Le famiglie con almeno due figli potrebbero anche non pagare le tasse. Lo ha sostenuto il ministro leghista dell’economia Giancarlo Giorgetti a Il Foglio. Il progetto distopico è stato confusamente descritto prima come un’abolizione «di tutte le tasse», poi come un «bonus famiglie» sul «modello del 110%» per le ristrutturazioni, lo stesso che è stato abolito dallo stesso Giorgetti perché è un infarto nei conti pubblici.

Il futuribile provvedimento è stato definito «dirompente» da Giorgetti . Il concetto è la traduzione dall’inglese «disruptive» ed è usato dagli ideologi della Silicon Valley quando parlano di una tecnologia commerciale che «rompe» il mercato tradizionale e ne crea uno nuovo, dunque attira capitali di rischio e riscuote un hype pubblicitario grazie all’investimento emotivo ed economico gratuito degli utenti dei social e dei consumatori. Ora è usato per evidenziare l’impatto di una misura fiscale che dovrebbe garantire l’aumento della natalità perlomeno nei prossimi 20-25 anni. Ciò che si intende «di-rompere» è, in questo caso, lo Stato sociale residuale in Italia. «Abolire le tasse» implicherebbe un effetto «dirompente» sul finanziamento dei servizi pubblici e sociali. Stando ai calcoli che circolavano ieri se l’idea fosse applicata del 2022, cioè all’incirca 400 mila, la trovata di Giorgetti costerebbe 4 miliardi il primo anno. 72 miliardi all’anno dopo 18 anni. Se poi la natalità aumentasse davvero, i costi sarebbero decuplicati. I costi sarebbero invece più bassi, ma ugualmente ingenti, con le altre opzioni messe sul tavolo. Sarebbe questa la linea Visegrad. A quanto pare l’unico paese europeo ad avere studiato una norma simile è l’Ungheria di Viktor Orbán.

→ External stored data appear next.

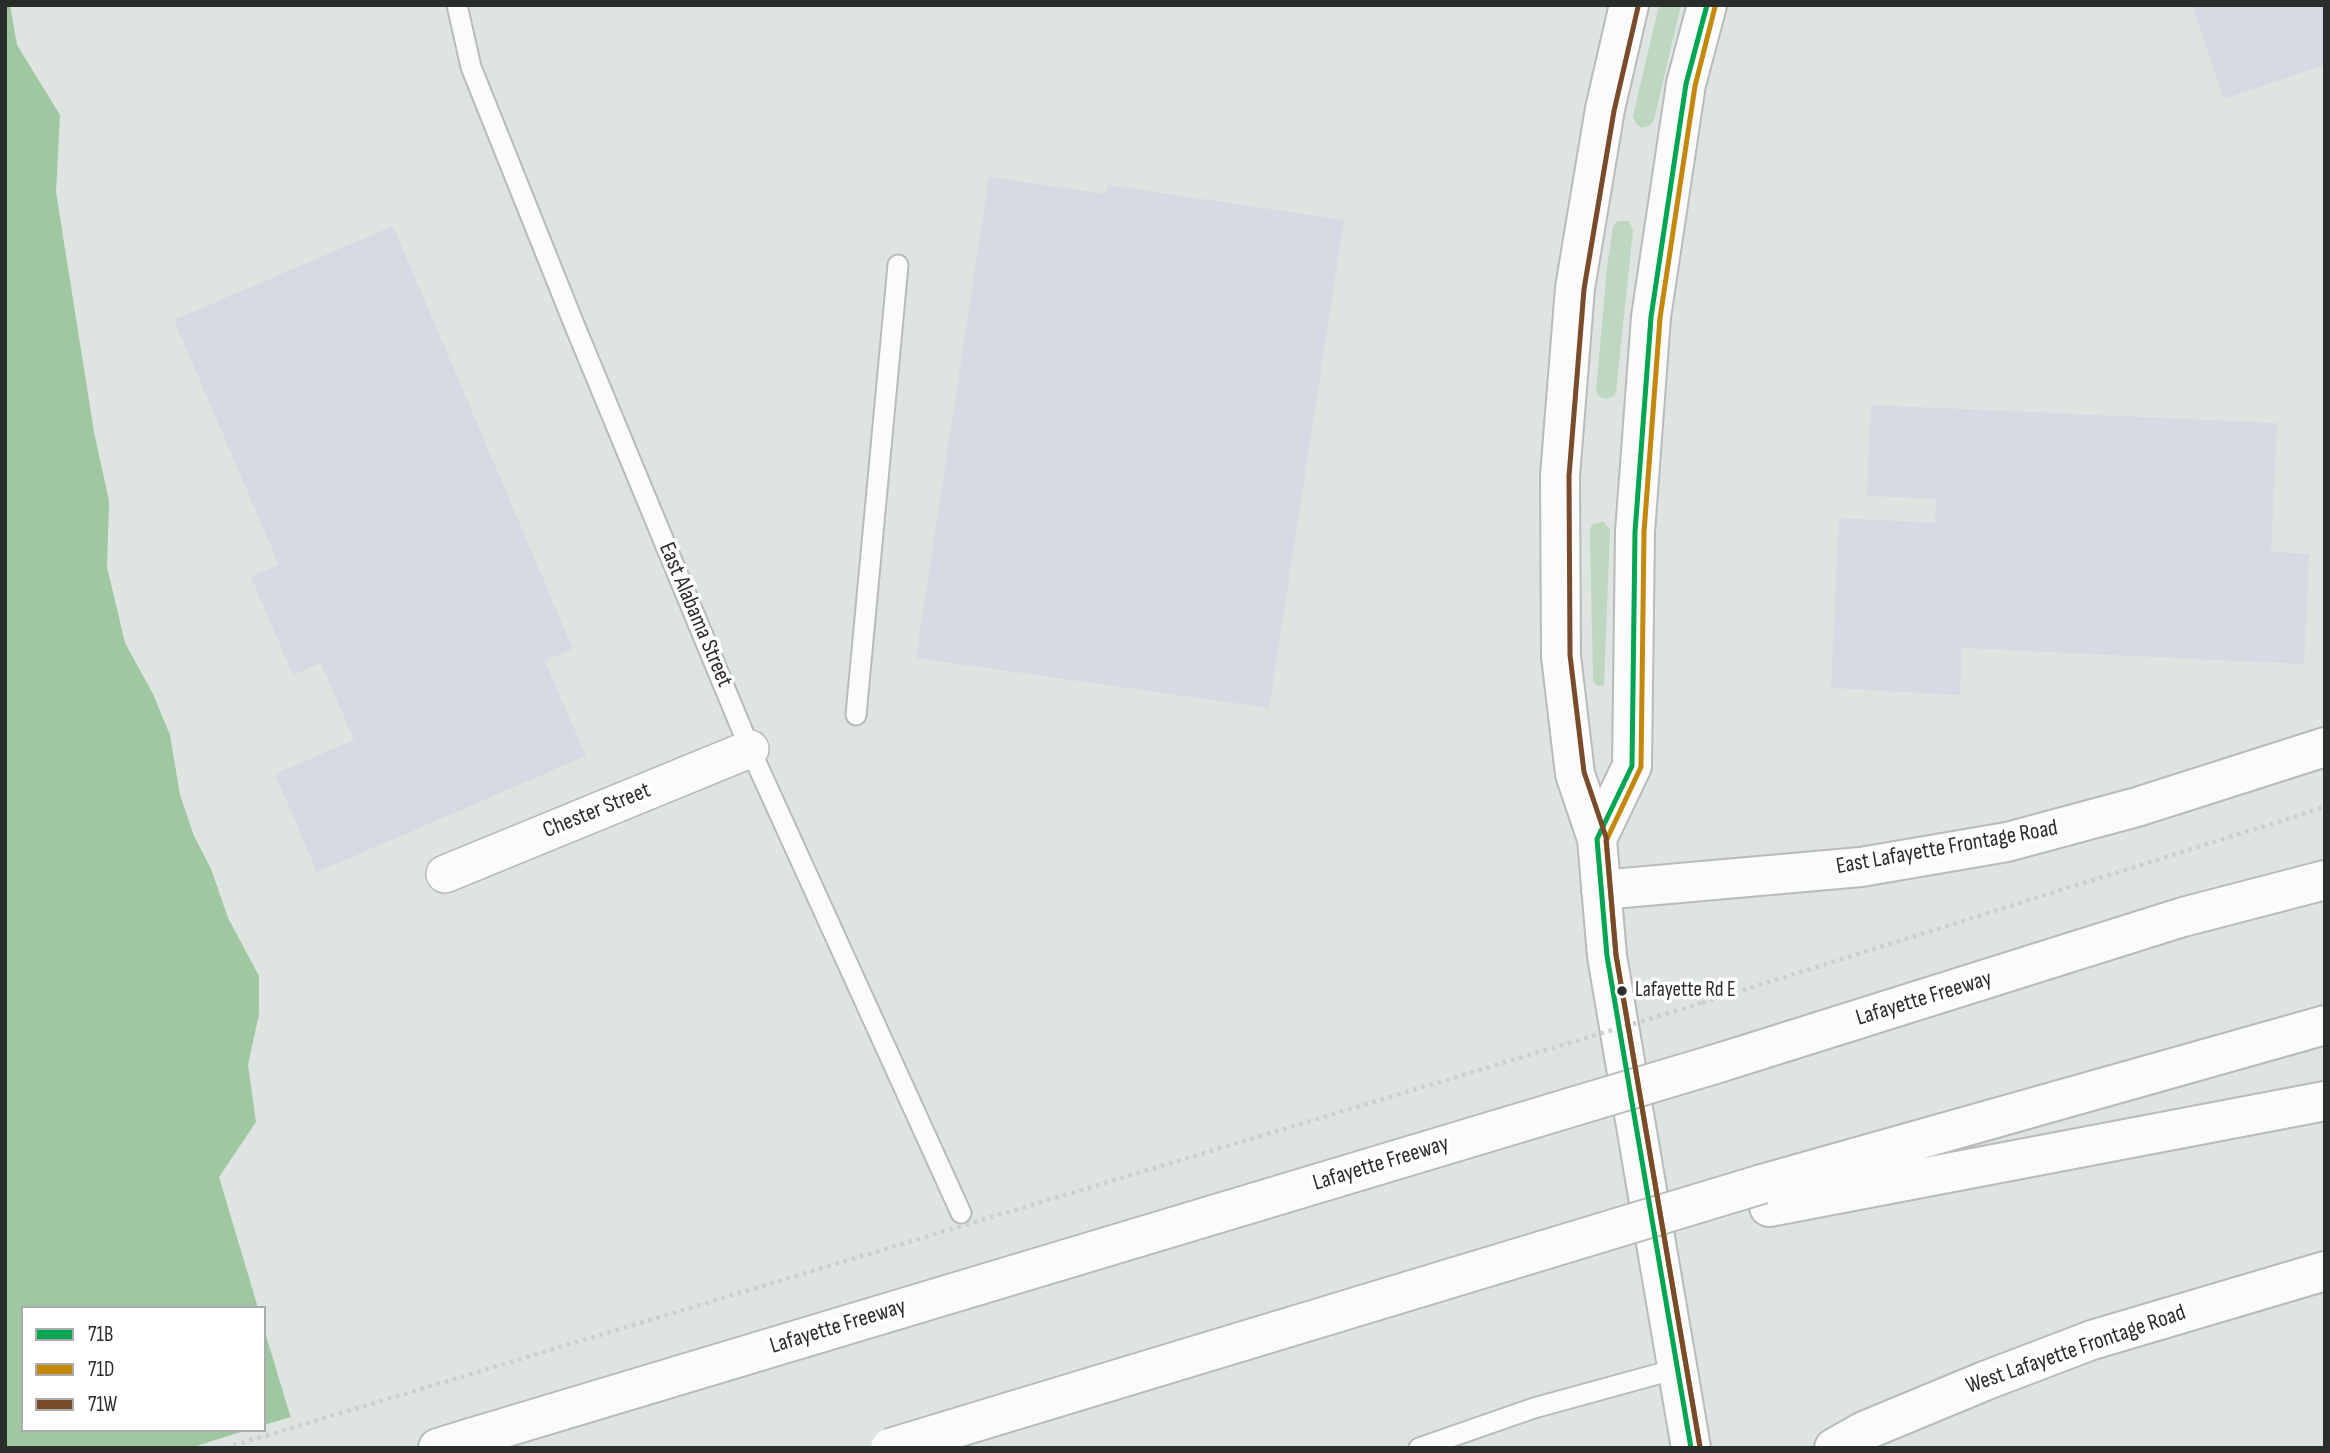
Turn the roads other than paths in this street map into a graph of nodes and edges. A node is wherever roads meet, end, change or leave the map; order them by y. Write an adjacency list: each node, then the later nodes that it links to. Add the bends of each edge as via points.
1 (457, 5): 7 (lane, East Alabama Street, via 471,66)
2 (1629, 5): 8 (main road, via 1605,109 1575,288 1560,476 1561,656 1575,774)
3 (1707, 5): 8 (main road, via 1686,84 1651,317 1635,532 1632,766)
4 (898, 265): 5 (lane)
5 (856, 715)
6 (2325, 747): 12 (main road, East Lafayette Frontage Road, via 2137,807 2007,842 1861,867)
7 (750, 749): 10 (street, Chester Street); 17 (lane, East Alabama Street)
8 (1597, 839): 12 (main road)
9 (2325, 854): 13 (main road)
10 (445, 874)
11 (2325, 880): 13 (main road, Lafayette Freeway)
12 (1601, 890): 19 (main road, via 1607,956)
13 (2183, 917): 20 (main road, Lafayette Freeway, bridge, via 1722,1062)
14 (2325, 1025): 16 (main road)
15 (2325, 1101): 16 (main road)
16 (1765, 1196): 21 (main road, bridge, via 1550,1249)
17 (961, 1213)
18 (2325, 1271): 24 (main road, West Lafayette Frontage Road, via 2092,1340 1889,1420)
19 (1676, 1369): 22 (lane, via 1534,1408); 23 (main road)
20 (438, 1448)
21 (890, 1448)
22 (1419, 1448)
23 (1691, 1448)
24 (1834, 1448)

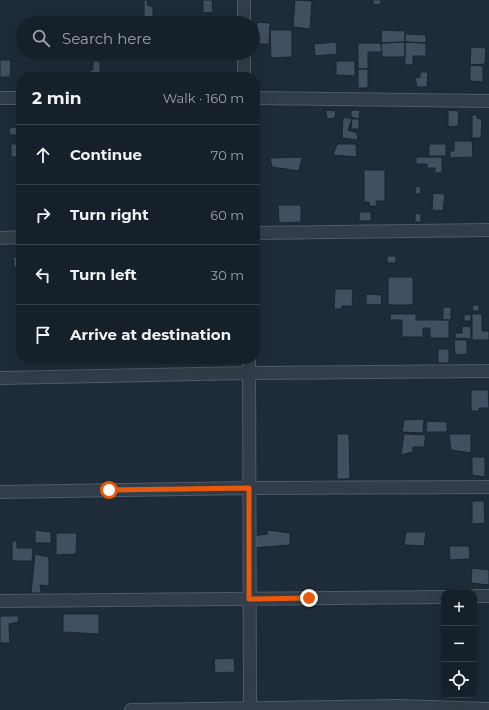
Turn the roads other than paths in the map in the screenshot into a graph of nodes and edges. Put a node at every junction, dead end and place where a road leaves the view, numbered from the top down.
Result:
1 (244, 0) edge
2 (244, 16) edge
3 (244, 60) edge
4 (244, 72) edge
5 (0, 98) edge
6 (16, 98) edge
7 (260, 98) edge
8 (489, 102) edge
9 (489, 230) edge
10 (260, 233) edge
11 (16, 237) edge
12 (0, 238) edge
13 (249, 364) edge
14 (489, 371) edge
15 (249, 373) junction
16 (0, 378) edge
17 (489, 487) edge
18 (249, 488) junction
19 (0, 492) edge
20 (477, 596) edge
21 (489, 596) edge
22 (441, 597) edge
23 (249, 599) junction
24 (0, 601) edge
25 (250, 709) edge
26 (489, 709) edge
27 (132, 710) edge

1 - 2 street
3 - 4 street
5 - 6 street
7 - 8 street
9 - 10 street
11 - 12 street
13 - 15 street
14 - 15 street
15 - 16 street
15 - 18 street
17 - 18 street
18 - 19 street
18 - 23 street
20 - 21 street
22 - 23 street
23 - 24 street
23 - 25 street
25 - 26 street
25 - 27 street

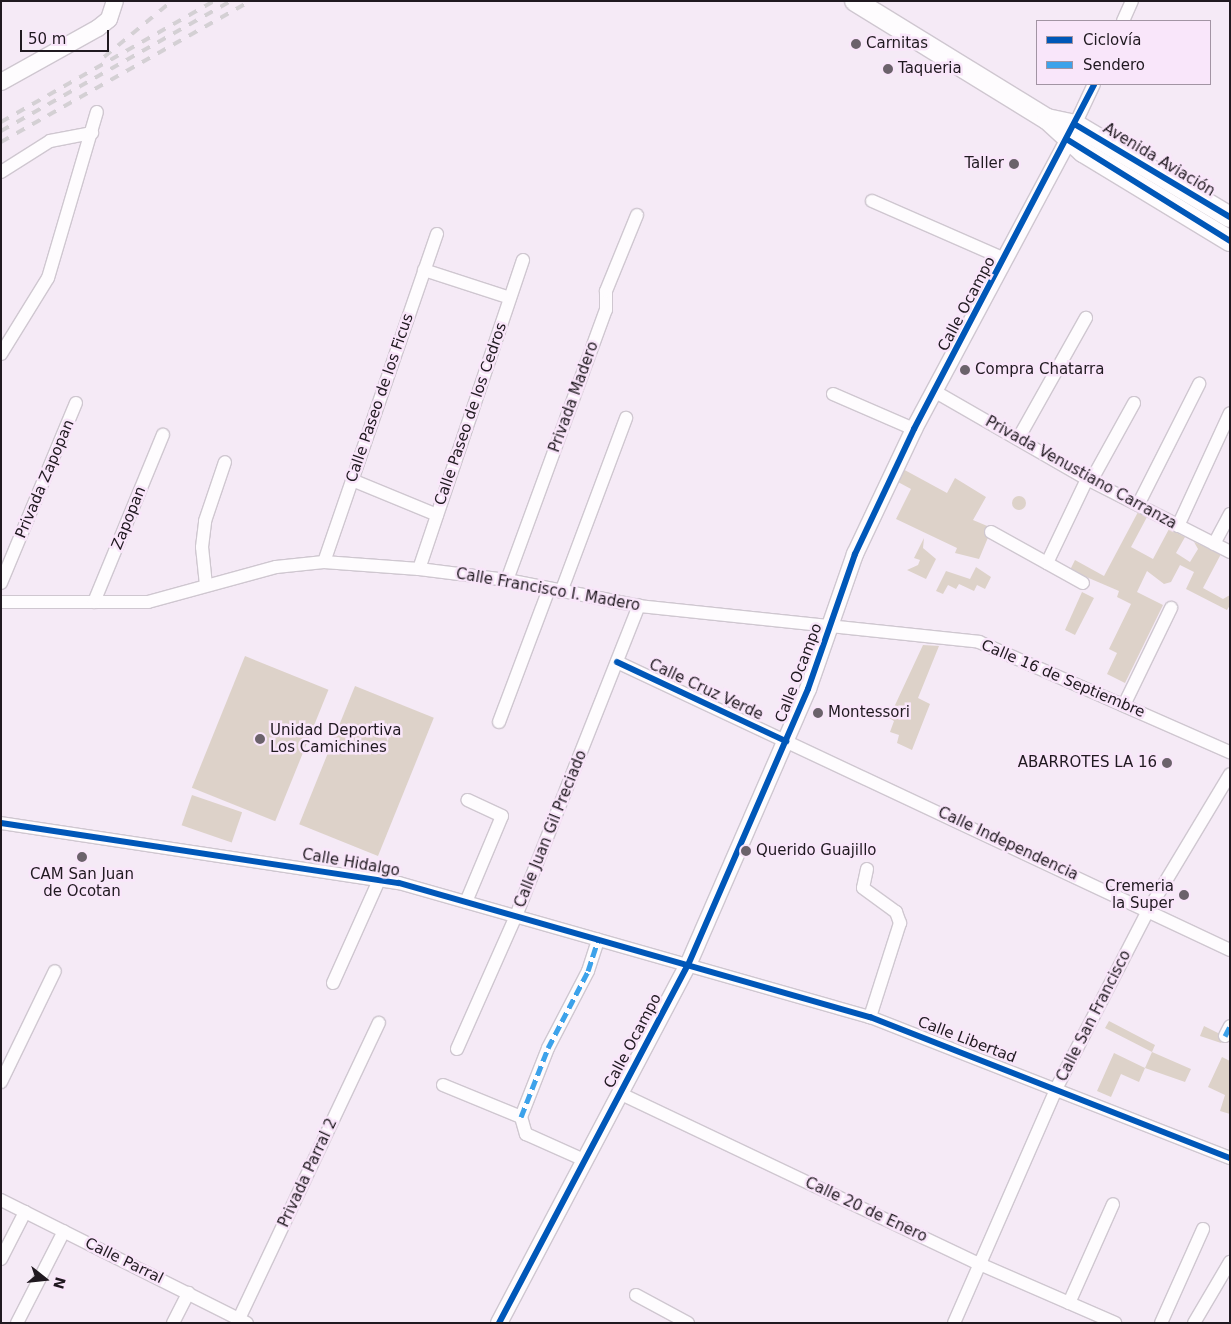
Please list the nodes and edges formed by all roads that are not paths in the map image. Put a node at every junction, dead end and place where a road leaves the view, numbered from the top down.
1 (115, 1) edge
2 (855, 1) edge
3 (1132, 1) edge
4 (1123, 20) edge
5 (1, 82) edge
6 (1094, 85) edge
7 (97, 112) dead end
8 (1072, 132) junction
9 (92, 133) junction
10 (1, 172) edge
11 (872, 201) dead end
12 (637, 215) dead end
13 (1230, 217) edge
14 (437, 234) dead end
15 (1230, 241) edge
16 (1005, 259) junction
17 (523, 260) dead end
18 (424, 270) junction
19 (510, 298) junction
20 (1086, 318) dead end
21 (1, 354) edge
22 (1199, 384) dead end
23 (934, 391) junction
24 (833, 394) dead end
25 (76, 403) dead end
26 (1134, 403) dead end
27 (1230, 413) edge
28 (626, 418) dead end
29 (914, 429) junction
30 (163, 434) dead end
31 (1018, 439) junction
32 (225, 462) dead end
33 (352, 480) junction
34 (1089, 480) junction
35 (1138, 505) junction
36 (1230, 514) edge
37 (437, 515) junction
38 (1178, 526) junction
39 (991, 532) dead end
40 (1214, 544) junction
41 (1230, 552) edge
42 (324, 562) junction
43 (1047, 563) junction
44 (419, 569) junction
45 (507, 580) junction
46 (1, 583) edge
47 (1083, 583) dead end
48 (206, 586) junction
49 (555, 591) junction
50 (1, 602) edge
51 (94, 602) junction
52 (639, 606) junction
53 (1171, 608) dead end
54 (830, 629) junction
55 (617, 662) junction
56 (1124, 705) junction
57 (499, 722) dead end
58 (786, 741) junction
59 (1230, 752) edge
60 (1230, 774) edge
61 (468, 800) dead end
62 (1, 823) edge
63 (867, 869) dead end
64 (379, 880) junction
65 (466, 902) junction
66 (1149, 909) junction
67 (516, 916) junction
68 (598, 940) junction
69 (1230, 950) edge
70 (688, 965) junction
71 (55, 971) dead end
72 (333, 983) dead end
73 (870, 1016) junction
74 (380, 1023) dead end
75 (457, 1049) dead end
76 (1, 1082) edge
77 (443, 1085) dead end
78 (1056, 1089) junction
79 (619, 1093) junction
80 (521, 1117) junction
81 (1230, 1158) edge
82 (584, 1160) junction
83 (2, 1202) edge
84 (1113, 1204) dead end
85 (25, 1212) junction
86 (1203, 1229) dead end
87 (64, 1231) junction
88 (1, 1259) edge
89 (1230, 1262) edge
90 (981, 1265) junction
91 (188, 1293) junction
92 (636, 1295) dead end
93 (1069, 1303) junction
94 (241, 1321) edge
95 (17, 1323) edge
96 (173, 1323) edge
97 (499, 1323) edge
98 (688, 1323) edge
99 (954, 1323) edge
100 (1115, 1323) edge
101 (1160, 1323) edge
102 (1194, 1323) edge

1 - 5 street
2 - 8 main road, Avenida Aviación
3 - 4 street
6 - 8 street
7 - 9 street
8 - 13 main road, Avenida Aviación
8 - 15 main road, Avenida Aviación
8 - 16 street, Calle Ocampo
9 - 10 street
9 - 21 street
11 - 16 street
12 - 45 street, Privada Madero
14 - 18 street, Calle Paseo de los Ficus
16 - 23 street, Calle Ocampo
17 - 19 street, Calle Paseo de los Cedros
18 - 19 street
18 - 33 street, Calle Paseo de los Ficus
19 - 37 street, Calle Paseo de los Cedros
20 - 31 street
22 - 35 street
23 - 29 street, Calle Ocampo
23 - 31 street, Privada Venustiano Carranza
24 - 29 street
25 - 46 street, Privada Zapopan
26 - 34 street
27 - 38 street
28 - 49 street
29 - 54 street, Calle Ocampo
30 - 51 street, Zapopan
31 - 34 street, Privada Venustiano Carranza
32 - 48 street
33 - 37 street
33 - 42 street, Calle Paseo de los Ficus
34 - 35 street, Privada Venustiano Carranza
34 - 43 street
35 - 38 street, Privada Venustiano Carranza
36 - 40 street
37 - 44 street, Calle Paseo de los Cedros
38 - 40 street, Privada Venustiano Carranza
39 - 43 street
40 - 41 street, Privada Venustiano Carranza
42 - 44 street, Calle Francisco I. Madero
42 - 48 street, Calle Francisco I. Madero
43 - 47 street
44 - 45 street, Calle Francisco I. Madero
45 - 49 street, Calle Francisco I. Madero
48 - 51 street, Calle Francisco I. Madero
49 - 52 street, Calle Francisco I. Madero
49 - 57 street
50 - 51 street, Calle Francisco I. Madero
52 - 54 street, Calle Francisco I. Madero
52 - 55 street, Calle Juan Gil Preciado
53 - 56 street
54 - 56 street, Calle 16 de Septiembre
54 - 58 street, Calle Ocampo
55 - 58 street, Calle Cruz Verde
55 - 67 street, Calle Juan Gil Preciado
56 - 59 street, Calle 16 de Septiembre
58 - 66 street, Calle Independencia
58 - 70 street, Calle Ocampo
60 - 66 street, Calle San Francisco
61 - 65 street
62 - 64 street, Calle Hidalgo
63 - 73 street
64 - 65 street, Calle Hidalgo
64 - 72 street
65 - 67 street, Calle Hidalgo
66 - 69 street, Calle Independencia
66 - 78 street, Calle San Francisco
67 - 68 street, Calle Hidalgo
67 - 75 street, Calle Juan Gil Preciado
68 - 70 street, Calle Hidalgo
68 - 80 street
70 - 73 street, Calle Libertad
70 - 79 street, Calle Ocampo
71 - 76 street
73 - 78 street, Calle Libertad
74 - 94 street, Privada Parral 2
77 - 80 street
78 - 81 street, Calle Libertad
78 - 90 street, Calle San Francisco
79 - 82 street, Calle Ocampo
79 - 90 street, Calle 20 de Enero
80 - 82 street
82 - 97 street, Calle Ocampo
83 - 85 street, Calle Parral
84 - 93 street
85 - 87 street, Calle Parral
85 - 88 street
86 - 101 street
87 - 91 street, Calle Parral
87 - 95 street
89 - 102 street
90 - 93 street, Calle 20 de Enero
90 - 99 street, Calle San Francisco
91 - 94 street, Calle Parral
91 - 96 street
92 - 98 street
93 - 100 street, Calle 20 de Enero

Il sottosegretario alle Imprese Massimo Bitonci ha cercato di volare più basso. «Si dovrebbe reintrodurre una detrazione di 10 mila euro l’anno per ogni figlio a carico (ora 950 euro fino ai 21 anni) fino al termine degli studi anche universitari, per tutti i nuclei senza limiti di reddito. Ciò non significa abbandonare l’assegno unico».

Un’altra versione della distopia giorgettiana è stata fornita da un’altra voce fuggita dal sen del governo. Questa è la più realistica per un governo che ha licenziato un Def e ha raschiato il fondo del barile per trovare un modesto spazio fiscale (3,4 miliardi quest’anno, 4,5 miliardi il prossimo). Ci sarebbe l’ipotesi «di arrivare ad un miliardo ed immaginare magari un credito d’imposta per i capienti e un bonus per gli incapienti. In pratica, i conti vanno tenuti sotto controllo.
Sembra avere smontato gli entusiasmi dei leghisti che già ieri pensavano «di vincere per i prossimi 10 anni» il vice ministro dell’Economia Maurizio Leo: «Ora vedremo nella Nota di aggiornamento – ha ribadito – se riusciremo a trovare altre risorse da mettere al servizio soprattutto di interventi di riforma fiscale, tra cui anche la natalità».

Le visioni giorgettiane sono regressive dal punto di vista fiscale. Il suo taglio delle tasse premierebbe chi guadagna milioni di euro perché, banalmente, paga (ancora) più tasse di chi ne guadagna a malapena 10 mila, per esempio. Senza contare che tutti coloro che non possono permettersi di mandare i figli a studiare nelle scuole «bene», o all’estero, sarebbero rovinati da possibili tagli al finanziamento delle scuole, a cominciare dagli asili nido (solo teoricamente interessati dal Pnrr, tutta da dimostrare è la capacità di realizzare i progetti e spendere i miliardi stanziati). Per non parlare della sanità in uno stato già disastroso. Invece di rimuovere la legislazione sul precariato, e trasformare la logica che governa le istituzioni ridotte a «quasi mercati», si sceglierebbe di mettere in tasca soldi alle famiglie, facendoli spendere per acquistare i servizi dai privati e non dal pubblico ormai ridotto al lumicino. Una simile impostazione non stupirebbe da parte di chi vive idealmente alla destra di Ronald Reagan e annuncia di volere istituire in Italia una «flat tax».